IPv6: System install failed at docker image pull

Bug #1859835 reported by Peng Peng
10
This bug affects 1 person
Affects Status Importance Assigned to Milestone
StarlingX
Fix Released
Critical
Angie Wang

Bug Description

Brief Description
-----------------
During system installation, all docker images pull failed. The system is IPv6 and proxy is used.

Severity
--------
Critical

Steps to Reproduce
------------------
pull docker image during system installation

Expected Behavior
------------------
pull image success

Actual Behavior
----------------
pull image failed

Reproducibility
---------------
Reproducible (3/3)

System Configuration
--------------------
Two node system
Multi-node system
IPv6
proxy

Lab-name: WCP_71-75, WCP_78-79 & WP_8-12

Branch/Pull Time/Commit
-----------------------
2020-01-14_00-10-00

Last Pass
---------
2020-01-13_00-10-00

Timestamp/Logs
--------------
E TASK [common/push-docker-images : Download images and push to local registry] ***
E fatal: [localhost]: FAILED! => {"changed": true, "msg": "non-zero return code", "rc": 1, "stderr": "time=\"2020-01-15T07:42:31Z\" level=fatal msg=\"pulling image failed: rpc error: code = Unknown desc = failed to pull and unpack image \\\"registry.local:9001/k8s.gcr.io/kube-apiserver:v1.16.2\\\": failed to resolve reference \\\"registry.local:9001/k8s.gcr.io/kube-apiserver:v1.16.2\\\": failed to authorize: failed to fetch oauth token: Post https://[face::1]:9002/token/: Forbidden\"\ntime=\"2020-01-15T07:42:52Z\" level=fatal msg=\"pulling image failed: rpc error: code = Unknown desc = failed to pull and unpack image \\\"registry.local:9001/k8s.gcr.io/kube-apiserver:v1.16.2\\\": failed to resolve reference \\\"registry.local:9001/k8s.gcr.io/kube-apiserver:v1.16.2\\\": failed to authorize: failed to fetch oauth token: Post https://[face::1]:9002/token/: Forbidden\"\ntime=\"2020-01-15T07:43:13Z\" level=fatal msg=\"pulling image failed: rpc error: code = Unknown desc = failed to pull and unpack image \\\"registry.local:9001/k8s.gcr.io/kube-apiserver:v1.16.2\\\": failed to resolve reference \\\"registry.local:9001/k8s.gcr.io/kube-apiserver:v1.16.2\\\": failed to authorize: failed to fetch oauth token: Post https://[face::1]:9002/token/: Forbidden\"\ntime=\"2020-01-15T07:43:46Z\" level=fatal msg=\"pulling image failed: rpc error: code = Unknown desc = failed to pull and unpack image \\\"registry.local:9001/k8s.gcr.io/kube-controller-manager:v1.16.2\\\": failed to resolve reference

Test Activity
-------------
Sanity

Revision history for this message
Peng Peng (ppeng) wrote :
Revision history for this message
Angie Wang (angiewang) wrote :

This is due to recent KATA container change.

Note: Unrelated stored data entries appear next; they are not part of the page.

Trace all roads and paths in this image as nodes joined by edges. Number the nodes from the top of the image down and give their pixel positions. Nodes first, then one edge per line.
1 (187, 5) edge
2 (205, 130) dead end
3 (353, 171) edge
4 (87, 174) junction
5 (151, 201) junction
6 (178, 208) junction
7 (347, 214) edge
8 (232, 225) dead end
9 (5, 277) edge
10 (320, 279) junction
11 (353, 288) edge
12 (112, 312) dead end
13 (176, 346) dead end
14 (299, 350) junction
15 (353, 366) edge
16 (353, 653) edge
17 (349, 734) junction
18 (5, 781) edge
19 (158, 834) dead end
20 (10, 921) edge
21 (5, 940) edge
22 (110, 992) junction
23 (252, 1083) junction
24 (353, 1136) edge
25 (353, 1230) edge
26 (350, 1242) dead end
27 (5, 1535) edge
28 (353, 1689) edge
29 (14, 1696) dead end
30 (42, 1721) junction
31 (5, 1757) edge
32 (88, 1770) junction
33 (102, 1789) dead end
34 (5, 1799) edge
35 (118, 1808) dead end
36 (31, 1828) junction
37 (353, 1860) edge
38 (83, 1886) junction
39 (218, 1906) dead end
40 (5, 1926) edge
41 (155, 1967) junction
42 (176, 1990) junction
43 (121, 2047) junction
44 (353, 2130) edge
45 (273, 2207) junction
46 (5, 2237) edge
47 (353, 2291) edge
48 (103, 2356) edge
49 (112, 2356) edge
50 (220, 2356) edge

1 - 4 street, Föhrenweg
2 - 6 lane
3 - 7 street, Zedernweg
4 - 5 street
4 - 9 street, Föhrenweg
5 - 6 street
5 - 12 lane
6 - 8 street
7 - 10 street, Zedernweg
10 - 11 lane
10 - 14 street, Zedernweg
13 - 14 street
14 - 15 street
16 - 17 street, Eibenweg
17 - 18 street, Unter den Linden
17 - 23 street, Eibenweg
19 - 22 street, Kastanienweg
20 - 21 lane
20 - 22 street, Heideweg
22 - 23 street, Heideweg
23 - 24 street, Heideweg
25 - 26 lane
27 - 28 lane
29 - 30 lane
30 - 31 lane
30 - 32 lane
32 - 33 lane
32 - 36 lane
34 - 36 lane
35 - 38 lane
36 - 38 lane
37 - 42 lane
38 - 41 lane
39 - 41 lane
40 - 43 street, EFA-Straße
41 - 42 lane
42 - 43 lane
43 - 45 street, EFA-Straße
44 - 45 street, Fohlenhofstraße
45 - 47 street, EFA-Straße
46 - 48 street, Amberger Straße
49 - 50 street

Images are all pulled and pushed to the local registry successfully by docker, but the "crictl pull" command fails.

controller-0:~$ crictl pull --creds admin:Li69nux* registry.local:9001/k8s.gcr.io/coredns:1.6.2
FATA[0000] pulling image failed: rpc error: code = Unknown desc = failed to pull and unpack image "registry.local:9001/k8s.gcr.io/coredns:1.6.2": failed to resolve reference "registry.local:9001/k8s.gcr.io/coredns:1.6.2": failed to authorize: failed to fetch oauth token: Post https://[face::1]:9002/token/: Forbidden

KATA container related commits were reverted in LP https://bugs.launchpad.net/starlingx/+bug/1859686, but the reverted changes were not in yesterday's load 2020-01-14_00-10-00.

Revision history for this message
Ghada Khalil (gkhalil) wrote :
tags: added: stx.4.0
tags: added: stx.config
Changed in starlingx:
importance: Undecided → Critical
assignee: nobody → Don Penney (dpenney)
status: New → Fix Released
Revision history for this message
Peng Peng (ppeng) wrote :

Issue reprodued on
Lab: WCP_78_79
Load: 2020-01-23_00-10-00

and
20200122T170940Z

new log attached
https://files.starlingx.kube.cengn.ca/launchpad/1859835

Changed in starlingx:
status: Fix Released → Confirmed
Revision history for this message
Ghada Khalil (gkhalil) wrote :

The kata code was merged back as of 2020-01-21. It seems that the issue described here was re-introduced.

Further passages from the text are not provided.